Cette baisse spectaculaire est cependant tout à fait naturelle, puisqu’elle correspond à une dynamique que tous les pays ont connu où connaissent actuellement pour les moins développés, celle de la transition démographique. Donc, globalement, l’évolution des variables socio-démographiques au Maroc doit inciter à adopter une démarche prospective, mais au moment actuel, on ne peut pas dire qu’il y a péril en la demeure. Par conséquent, si le problème n’est pas fondamentalement démographique à l’heure actuelle, il faudrait peut-être aller le chercher au niveau d’un autre indicateur, celui de la productivité du travail. Car un déclin démographique peut aisément être compensé par une croissance de la productivité du travail, avec pour corollaire une augmentation des revenus et des cotisations sociales. Pour définir la «productivité du travail», nous nous référerons à la définition donnée par le Bureau international du travail (BIT) : «La productivité du travail représente le volume total de la production (mesurée en termes de produit intérieur brut, PIB) produite par unité de travail (mesurée en termes de nombre de personnes employées ou d'heures travaillées) au cours d'une période de référence donnée». Sur ce terrain, les données sont loin d’être reluisantes. Selon les chiffres du BIT pour l’année 2021, la productivité du travail au Maroc n’est que de 11,85 $, soit un niveau inférieur à des pays comme le Pérou ou le Sri Lanka.

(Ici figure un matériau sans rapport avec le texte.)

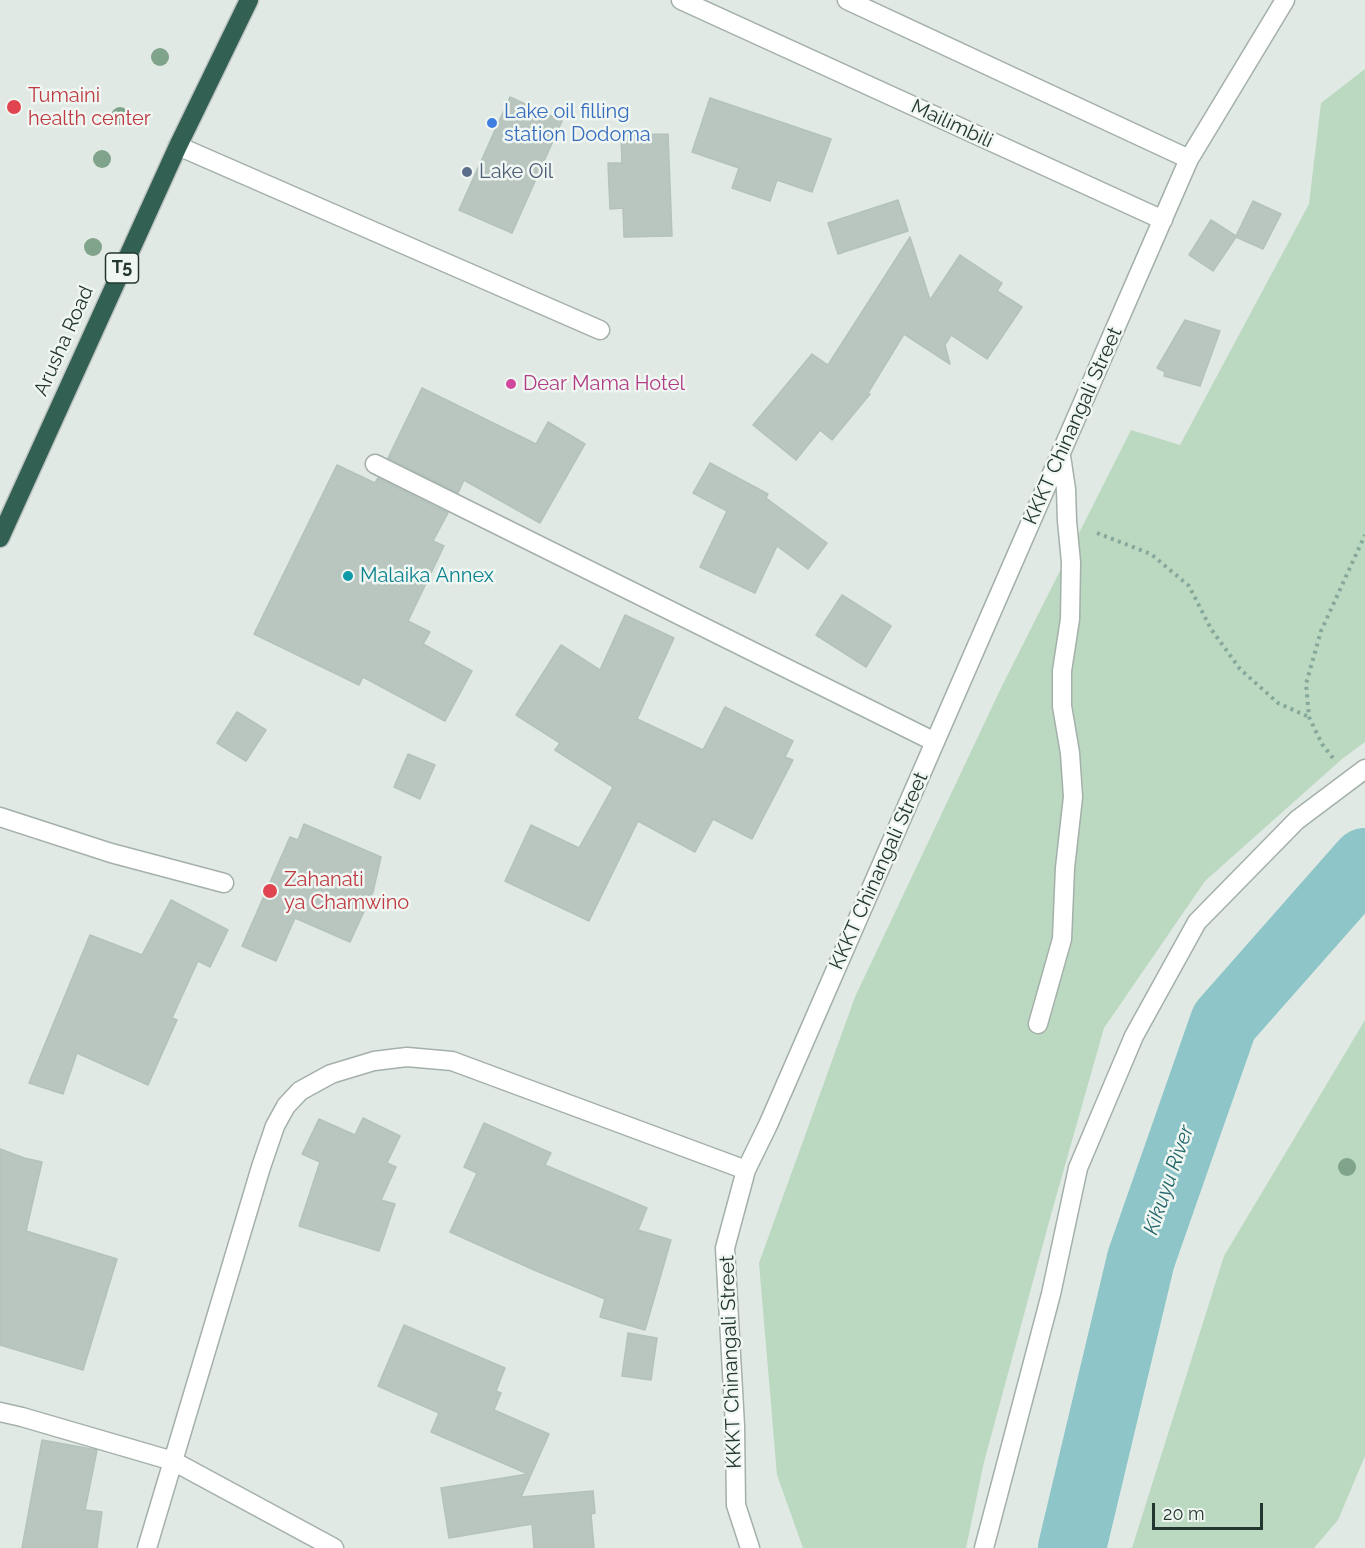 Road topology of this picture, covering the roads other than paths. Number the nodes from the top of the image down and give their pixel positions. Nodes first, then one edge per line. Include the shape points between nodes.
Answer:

En Turquie, par exemple, elle est de 40,26 $. Ce faible niveau de productivité du travail au Maroc s’explique aisément par notre retard éducatif et par un taux d’analphabétisme qui demeure toujours alarmant, sinon anachronique par rapport au monde actuel et à toutes les révolutions techniques et scientifiques qui le structurent. Il en résulte que la population active occupée, qui représente 12,2 millions de Marocaines et Marocains, correspond, selon les données du HCP, à un taux d’activité d’à peine 44,3%. De même, un jeune sur quatre âgé de 15 à 24 ans (1,5 million au total) au niveau national ne travaille pas, n’est pas à l’école et ne suit aucune formation. Ça fait quand même un quart des jeunes ! Enfin, un actif sur quatre seulement est affilié à un système de retraite. Et c’est là où l’on en vient au sempiternel secteur de l’informel, qui représente pas moins de 60 à 80% de la population active occupée au Maroc et 30% du PIB.

Vous voulez résoudre le problème des déficits des caisses de retraite ? Je peux vous proposer l’équivalent d’une forme de croissance démographique : luttez contre l’informel et, comme par miracle, vous aurez des millions de nouveaux cotisants. Ainsi, l’informel devrait être perçu par l’Etat comme une armée de réserve fiscale et économique qui peut être mobilisée à tout instant, dès lors que le courage politique sera au rendez-vous, au lieu de s’acharner toujours sur les mêmes, sur cette classe moyenne qui n’en finit pas de mourir. Et, soit dit en passant, ça ne serait quand même pas un luxe si l’on pouvait, au XXIème siècle, supprimer l’analphabétisme au Maroc et enclencher une vraie dynamique de rattrapage éducative, pour le bien de tous, et en l'occurrence pour celui des caisses de retraite. Heureusement pour le gouvernement, les Marocains sont actuellement trop occupés à suivre l’évolution de la cotation de l'oignon et de la tomate pour s’intéresser sérieusement à cette question.